“After they went, Mary threw the stocking—all the unmarried folks coming in the dark, to see who it would hit. Bless my sowl, but she was the droll Mary—for what did she do, only put a big brogue of her father's into it, that was near two pounds weight; and who should it hit on the bare sconce, but Billy Cormick, the tailor—who thought he was fairly shot, for it levelled the crathur at once; though that wasn't hard to do any how.
“This was the last ceremony: and Billy was well continted to get the knock, for you all know, whoever the stocking strikes upon is to be married first. After this, my mother and mother-in-law set them to the dancing—and 'twas themselves that kept it up till long after daylight the next morning—but first they called me into the next room where Mary was; and—and—so ends my wedding; by the same token that I'm as dry as a stick.”
“Come, Nancy,” says Andy Morrow, “replenish again for us all, with a double measure for Shane Fadh—because he well desarves it.”
“Why, Shane,” observed Alick, “you must have a terrible memory of your own, or you couldn't tell it all so exact.”
“There's not a man in the four provinces has sich a memory,” replied Shane. “I never hard that story yet, but I could repate it in fifty years afterwards. I could walk up any town in the kingdom, and let me look at the signs and I would give them to you agin jist exactly as they stood.”
Thus ended the account of Shane Fadh's wedding; and, after finishing the porter, they all returned home, with an understanding that they were to meet the next night in the same place.
LARRY M'FARLAND'S WAKE.
The succeeding evening found them all assembled about Ned's fireside in the usual manner; where M'Roarkin, after a wheezy fit of coughing and a draught of Nancy's Porter, commenced to give them an account of Larry M'Farland's Wake. We have observed before, that M'Roarkin was desperately asthmatic, a circumstance which he felt to be rather an unpleasant impediment to the indulgence either of his mirth or sorrow. Every chuckle at his own jokes ended in a disastrous fit of coughing; and when he became pathetic, his sorrow was most ungraciously dissipated by the same cause; two facts which were highly relished by his audience.
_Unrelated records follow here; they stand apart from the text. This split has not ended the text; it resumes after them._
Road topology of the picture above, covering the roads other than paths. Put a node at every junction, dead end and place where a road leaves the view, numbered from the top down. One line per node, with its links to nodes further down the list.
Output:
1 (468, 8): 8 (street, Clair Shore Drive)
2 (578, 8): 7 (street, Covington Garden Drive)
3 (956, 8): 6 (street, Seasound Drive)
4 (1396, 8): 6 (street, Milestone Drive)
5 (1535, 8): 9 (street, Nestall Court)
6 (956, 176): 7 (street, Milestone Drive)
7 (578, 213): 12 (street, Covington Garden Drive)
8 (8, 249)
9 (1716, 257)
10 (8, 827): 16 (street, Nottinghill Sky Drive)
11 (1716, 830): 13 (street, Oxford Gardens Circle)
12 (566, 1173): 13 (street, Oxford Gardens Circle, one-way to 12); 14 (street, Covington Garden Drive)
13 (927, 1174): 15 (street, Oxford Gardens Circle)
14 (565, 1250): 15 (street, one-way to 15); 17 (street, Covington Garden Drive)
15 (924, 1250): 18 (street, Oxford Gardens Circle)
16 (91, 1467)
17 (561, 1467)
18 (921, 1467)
“Lakry M'Fakland, when a young man, was considered the best laborer within a great ways of him; and no servant-man in the parish got within five shillings a quarter of his wages. Often and often, when his time would be near out, he'd have offers from the rich farmers and gintlemen about him, of higher terms; so that he was seldom with one masther more nor a year at the very most. He could handle a flail with e'er a man that ever stepped in black leather; and at spade-work there wasn't his aquil. Indeed, he had a brain for everything: he could thatch better nor many that arned their bread by it; could make a slide-car, straddle, or any other rough carpenter work, that it would surprise you to think of it; could work a kish or side creel beautifully; mow as much as any two men, and go down a ridge of corn almost as fast as you could walk; was a great hand at ditching, or draining meadows and bogs; but above all things he was famous for building hay-ricks and corn-stacks; and when Squire Farmer used to enter for the prize at the yearly plowing-match, he was sure to borrow the loan of Larry from whatever master he happened to be working with. And well he might, for the year out of four that he hadn't Larry he lost the prize: and every one knew that if Larry had been at the tail of his plough, they would have had a tighter job of it in beating him.